### Records for the exercise ###
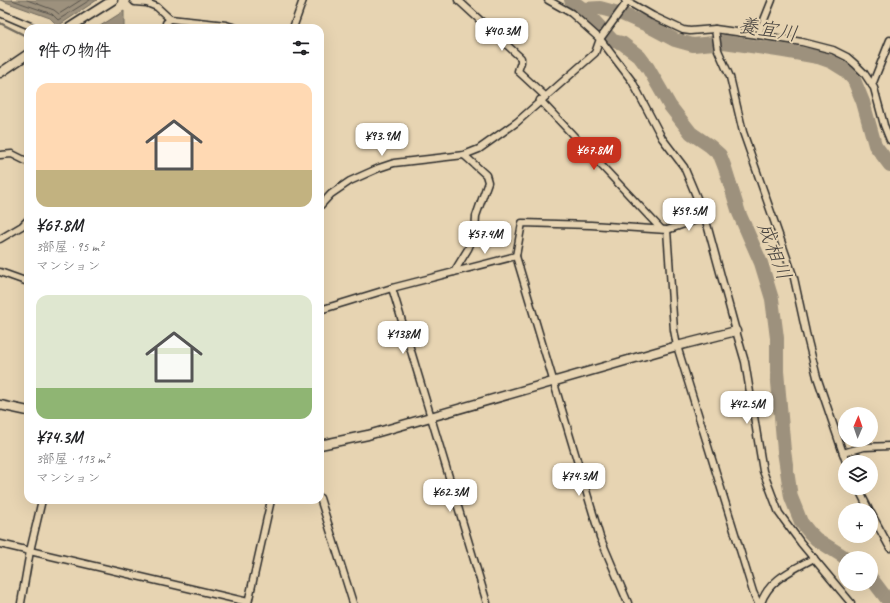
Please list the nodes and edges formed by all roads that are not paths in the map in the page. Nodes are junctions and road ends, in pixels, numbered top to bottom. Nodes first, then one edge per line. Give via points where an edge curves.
1 (113, 0) edge
2 (133, 0) edge
3 (303, 0) edge
4 (458, 0) edge
5 (548, 0) edge
6 (772, 0) edge
7 (626, 1) edge
8 (0, 13) edge
9 (170, 19) junction
10 (26, 24) edge
11 (75, 24) edge
12 (166, 24) edge
13 (226, 24) edge
14 (295, 24) edge
15 (714, 29) junction
16 (758, 34) junction
17 (600, 38) junction
18 (890, 40) edge
19 (24, 57) edge
20 (0, 73) edge
21 (872, 85) junction
22 (543, 98) junction
23 (890, 140) edge
24 (0, 155) edge
25 (464, 155) junction
26 (24, 160) edge
27 (324, 202) edge
28 (705, 217) junction
29 (24, 224) edge
30 (664, 230) junction
31 (0, 239) edge
32 (516, 256) junction
33 (0, 272) edge
34 (454, 272) junction
35 (24, 281) edge
36 (392, 288) junction
37 (324, 309) edge
38 (736, 332) junction
39 (676, 346) junction
40 (553, 382) junction
41 (0, 405) edge
42 (24, 410) edge
43 (430, 417) junction
44 (324, 444) edge
45 (890, 446) edge
46 (842, 453) joint
47 (41, 504) edge
48 (270, 504) edge
49 (322, 504) edge
50 (878, 526) edge
51 (0, 544) edge
52 (890, 548) edge
53 (30, 551) junction
54 (814, 558) junction
55 (248, 602) edge
56 (21, 603) edge
57 (353, 603) edge
58 (487, 603) edge
59 (628, 603) edge
60 (760, 603) edge
61 (851, 603) edge

1 - 11 street
2 - 9 street via 157,6
3 - 14 street
4 - 22 street via 521,58 518,71
5 - 17 street via 571,13
6 - 16 street
7 - 15 street via 676,27 690,31
7 - 17 street
8 - 10 street
9 - 12 street
9 - 13 street
15 - 16 street
15 - 46 street via 718,50 730,77 743,132 794,278 817,377
16 - 21 street via 833,50 856,64
17 - 22 street via 595,52
17 - 28 street via 632,81 662,138 684,167
18 - 21 street
19 - 20 street
21 - 23 street
22 - 25 street via 517,122 479,149
22 - 30 street
24 - 26 street via 12,154
25 - 27 street via 394,163 350,181
25 - 34 street via 486,175 488,182 476,216 475,233
28 - 30 street
28 - 38 street
29 - 31 street
30 - 32 street via 591,224 522,223
30 - 39 street
32 - 34 street
32 - 40 street
33 - 35 street
34 - 36 street
36 - 37 street
36 - 43 street
38 - 39 street
38 - 54 street via 745,362 763,471 779,513
39 - 40 street
39 - 60 street via 753,592
40 - 43 street
40 - 59 street via 600,537
41 - 42 street
43 - 44 street via 368,435
43 - 58 street
45 - 46 street via 864,447
47 - 53 street
48 - 55 street
49 - 57 street
50 - 52 street
51 - 53 street
53 - 55 street
53 - 56 street
54 - 60 street via 785,574 770,586
54 - 61 street

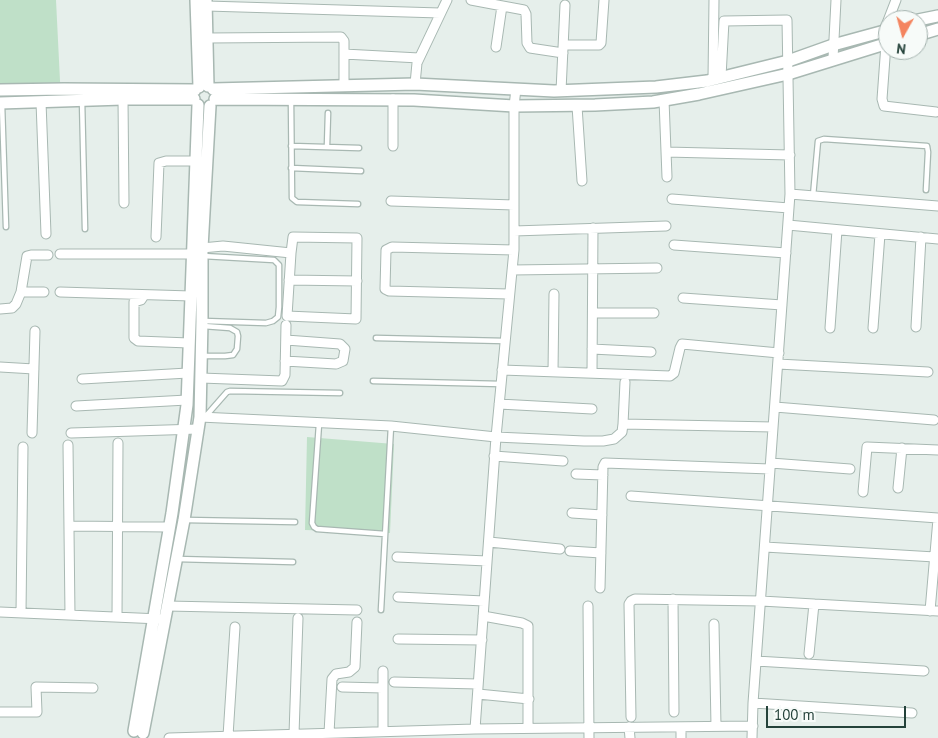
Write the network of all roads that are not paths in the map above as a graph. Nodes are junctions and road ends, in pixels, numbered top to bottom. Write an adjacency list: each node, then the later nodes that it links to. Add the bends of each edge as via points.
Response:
###
**Task instructions:** What is wanted is the listing, written out exactly, with each picture removed.

**Answer for the task:**
Please list the nodes and edges formed by all roads that are not paths in the map in the page. Nodes are junctions and road ends, in pixels, numbered top to bottom. Nodes first, then one edge per line. Give via points where an edge curves.
1 (113, 0) edge
2 (133, 0) edge
3 (303, 0) edge
4 (458, 0) edge
5 (548, 0) edge
6 (772, 0) edge
7 (626, 1) edge
8 (0, 13) edge
9 (170, 19) junction
10 (26, 24) edge
11 (75, 24) edge
12 (166, 24) edge
13 (226, 24) edge
14 (295, 24) edge
15 (714, 29) junction
16 (758, 34) junction
17 (600, 38) junction
18 (890, 40) edge
19 (24, 57) edge
20 (0, 73) edge
21 (872, 85) junction
22 (543, 98) junction
23 (890, 140) edge
24 (0, 155) edge
25 (464, 155) junction
26 (24, 160) edge
27 (324, 202) edge
28 (705, 217) junction
29 (24, 224) edge
30 (664, 230) junction
31 (0, 239) edge
32 (516, 256) junction
33 (0, 272) edge
34 (454, 272) junction
35 (24, 281) edge
36 (392, 288) junction
37 (324, 309) edge
38 (736, 332) junction
39 (676, 346) junction
40 (553, 382) junction
41 (0, 405) edge
42 (24, 410) edge
43 (430, 417) junction
44 (324, 444) edge
45 (890, 446) edge
46 (842, 453) joint
47 (41, 504) edge
48 (270, 504) edge
49 (322, 504) edge
50 (878, 526) edge
51 (0, 544) edge
52 (890, 548) edge
53 (30, 551) junction
54 (814, 558) junction
55 (248, 602) edge
56 (21, 603) edge
57 (353, 603) edge
58 (487, 603) edge
59 (628, 603) edge
60 (760, 603) edge
61 (851, 603) edge

1 - 11 street
2 - 9 street via 157,6
3 - 14 street
4 - 22 street via 521,58 518,71
5 - 17 street via 571,13
6 - 16 street
7 - 15 street via 676,27 690,31
7 - 17 street
8 - 10 street
9 - 12 street
9 - 13 street
15 - 16 street
15 - 46 street via 718,50 730,77 743,132 794,278 817,377
16 - 21 street via 833,50 856,64
17 - 22 street via 595,52
17 - 28 street via 632,81 662,138 684,167
18 - 21 street
19 - 20 street
21 - 23 street
22 - 25 street via 517,122 479,149
22 - 30 street
24 - 26 street via 12,154
25 - 27 street via 394,163 350,181
25 - 34 street via 486,175 488,182 476,216 475,233
28 - 30 street
28 - 38 street
29 - 31 street
30 - 32 street via 591,224 522,223
30 - 39 street
32 - 34 street
32 - 40 street
33 - 35 street
34 - 36 street
36 - 37 street
36 - 43 street
38 - 39 street
38 - 54 street via 745,362 763,471 779,513
39 - 40 street
39 - 60 street via 753,592
40 - 43 street
40 - 59 street via 600,537
41 - 42 street
43 - 44 street via 368,435
43 - 58 street
45 - 46 street via 864,447
47 - 53 street
48 - 55 street
49 - 57 street
50 - 52 street
51 - 53 street
53 - 55 street
53 - 56 street
54 - 60 street via 785,574 770,586
54 - 61 street

Write the network of all roads that are not paths in the map above as a graph. Nodes are junctions and road ends, in pixels, numbered top to bottom. Write an adjacency list: each node, then the later nodes that it links to. Add the bends of each edge as via points.
Response:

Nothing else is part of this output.